Cipher slowed, then stopped altogether. He turned, placing his scythe against the ground like a staff and facing her directly.

"The point," he said, "is that it didn't win today. You're still breathing. You're still walking. Every step you take is one the Wolf doesn't own."

Her eyes filled, shimmering with the same uncertainty he'd seen in countless classrooms—when a student stared down at ink-stained pages and thought, I can't do this. This is too big for me. He'd always leaned down then, steady and patient, offering the same truth.

"One step at a time. That's the point."

The Automaton's wings flickered faintly with light. "The Wolf is not gone. But it is… wary. Her defiance has bruised its hunger. Such wounds do not kill, but they teach."

Red's breath hitched. She swiped at her eyes with the edge of her cloak, then gave a jerky nod. "…One step."

Cipher allowed a faint smile to curve his lips. "That's all anyone can do."

The hours bled together as they pressed deeper into the forest.

Sometimes the path seemed almost normal—scents of moss, the sound of a brook gurgling nearby, a squirrel darting across the branches above. But then, without warning, the world would warp: a tree would glitch, repeating the same motion of swaying leaves again and again, or a patch of earth would ripple like water beneath their feet before snapping back into soil.

Red clung tighter to his side during those moments, though her feet didn't falter.

When the sun began its descent, painting the horizon in blood-orange light, Cipher finally spoke. "We should rest."

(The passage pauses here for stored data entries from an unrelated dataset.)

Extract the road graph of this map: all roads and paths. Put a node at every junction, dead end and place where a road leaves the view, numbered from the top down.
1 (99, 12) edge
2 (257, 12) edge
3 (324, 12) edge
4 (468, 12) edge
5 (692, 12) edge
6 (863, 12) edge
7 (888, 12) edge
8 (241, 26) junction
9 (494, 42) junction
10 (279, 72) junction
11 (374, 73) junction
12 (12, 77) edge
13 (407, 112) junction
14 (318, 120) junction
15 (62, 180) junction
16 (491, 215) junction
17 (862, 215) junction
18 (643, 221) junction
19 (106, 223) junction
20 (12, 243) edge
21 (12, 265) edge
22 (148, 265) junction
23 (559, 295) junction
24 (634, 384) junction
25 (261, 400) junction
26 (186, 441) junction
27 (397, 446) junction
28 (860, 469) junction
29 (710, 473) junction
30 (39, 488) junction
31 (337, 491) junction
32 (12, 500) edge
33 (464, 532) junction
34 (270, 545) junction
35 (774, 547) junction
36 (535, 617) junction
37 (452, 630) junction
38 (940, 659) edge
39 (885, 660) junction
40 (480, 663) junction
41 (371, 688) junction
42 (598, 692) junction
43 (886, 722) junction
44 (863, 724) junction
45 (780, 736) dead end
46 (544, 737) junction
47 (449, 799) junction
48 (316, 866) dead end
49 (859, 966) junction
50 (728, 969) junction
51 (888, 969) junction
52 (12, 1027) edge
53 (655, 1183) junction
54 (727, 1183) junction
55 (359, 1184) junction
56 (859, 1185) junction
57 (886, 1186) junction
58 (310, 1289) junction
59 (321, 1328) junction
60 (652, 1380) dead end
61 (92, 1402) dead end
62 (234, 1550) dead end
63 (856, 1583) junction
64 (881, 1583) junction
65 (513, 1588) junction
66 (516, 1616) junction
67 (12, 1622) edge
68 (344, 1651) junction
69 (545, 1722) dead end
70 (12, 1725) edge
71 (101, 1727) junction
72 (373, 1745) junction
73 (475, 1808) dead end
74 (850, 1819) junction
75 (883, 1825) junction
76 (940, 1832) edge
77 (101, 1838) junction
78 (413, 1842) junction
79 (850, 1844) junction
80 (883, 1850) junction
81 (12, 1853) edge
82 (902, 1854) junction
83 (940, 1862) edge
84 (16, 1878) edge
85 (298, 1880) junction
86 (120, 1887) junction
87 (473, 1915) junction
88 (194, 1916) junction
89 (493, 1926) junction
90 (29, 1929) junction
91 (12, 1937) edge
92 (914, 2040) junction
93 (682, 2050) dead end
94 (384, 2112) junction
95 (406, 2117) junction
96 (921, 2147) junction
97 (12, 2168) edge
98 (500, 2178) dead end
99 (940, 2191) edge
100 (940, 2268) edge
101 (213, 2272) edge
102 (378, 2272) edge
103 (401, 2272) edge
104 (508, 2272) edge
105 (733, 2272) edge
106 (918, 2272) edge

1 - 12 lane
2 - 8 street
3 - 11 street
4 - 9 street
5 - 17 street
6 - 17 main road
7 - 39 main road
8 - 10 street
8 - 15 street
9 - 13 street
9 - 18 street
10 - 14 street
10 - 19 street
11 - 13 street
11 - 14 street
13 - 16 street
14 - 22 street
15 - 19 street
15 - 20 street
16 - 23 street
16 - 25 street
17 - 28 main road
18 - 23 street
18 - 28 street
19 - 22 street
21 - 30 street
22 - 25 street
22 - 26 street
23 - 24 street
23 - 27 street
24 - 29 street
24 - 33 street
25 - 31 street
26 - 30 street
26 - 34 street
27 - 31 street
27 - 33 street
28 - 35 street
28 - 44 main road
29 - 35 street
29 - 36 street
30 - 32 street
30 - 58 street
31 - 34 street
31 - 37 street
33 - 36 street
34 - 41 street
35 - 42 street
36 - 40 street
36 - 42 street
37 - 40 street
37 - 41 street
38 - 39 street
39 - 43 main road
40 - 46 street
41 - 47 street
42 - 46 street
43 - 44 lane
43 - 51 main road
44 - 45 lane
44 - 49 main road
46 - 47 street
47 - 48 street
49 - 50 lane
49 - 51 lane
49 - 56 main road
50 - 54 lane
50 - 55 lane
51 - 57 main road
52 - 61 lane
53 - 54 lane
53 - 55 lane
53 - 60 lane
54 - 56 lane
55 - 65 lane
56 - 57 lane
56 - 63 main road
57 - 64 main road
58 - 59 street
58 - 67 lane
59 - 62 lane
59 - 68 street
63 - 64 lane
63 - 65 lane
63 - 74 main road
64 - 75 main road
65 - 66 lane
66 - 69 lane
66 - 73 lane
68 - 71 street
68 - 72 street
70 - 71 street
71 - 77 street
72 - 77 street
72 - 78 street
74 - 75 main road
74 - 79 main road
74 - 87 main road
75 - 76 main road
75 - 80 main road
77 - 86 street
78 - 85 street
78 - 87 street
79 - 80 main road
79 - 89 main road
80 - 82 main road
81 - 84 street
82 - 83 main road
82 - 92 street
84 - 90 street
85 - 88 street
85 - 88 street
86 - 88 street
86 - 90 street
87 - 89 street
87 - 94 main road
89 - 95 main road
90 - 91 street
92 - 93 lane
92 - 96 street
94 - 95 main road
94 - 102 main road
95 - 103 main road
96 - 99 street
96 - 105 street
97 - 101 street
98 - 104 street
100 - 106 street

They found a hollow near an ancient tree, its roots coiling like a protective cage. Cipher laid his scythe across the entrance, its runes glowing softly, casting faint starlight into the hollow. The Automaton perched atop it, wings folded, eyes scanning the shadows.

Red curled into her cloak, her small frame trembling less now, more from exhaustion than fear. She watched Cipher as he sat across from her, his broad frame outlined by the glow of the runes.

"…Why do you care?" she asked suddenly.

Cipher lifted a brow. "Care?"

She hugged her knees. "About me. About this story. You don't belong here. You could just… leave me."

His silence stretched, heavy, before he finally answered. "Because stories matter." His voice was low, steady, a conviction forged long before this forest. "Because if I walk away, then the Wolf wins. And I've seen enough people lose to their wolves."

Red swallowed, her small face illuminated by the runes' glow. For the first time, her eyes didn't look hollow—they looked thoughtful. Almost alive.

"…I don't want to lose anymore," she whispered.

Cipher nodded once. "Then you won't. Not while I'm here."

But even as he said it, a flicker of movement at the edge of the hollow caught his eye.

A shadow slid between the trees, tall, lupine, eyes glowing faintly in the twilight. It didn't step forward. It didn't attack. It only watched.

The Automaton's glow dimmed to a warning pulse. "It lingers."

Cipher said nothing. He only reached for the scythe, feeling the cold weight settle into his palm.

The Wolf was patient.

And patience, Cipher knew, was far more dangerous than hunger.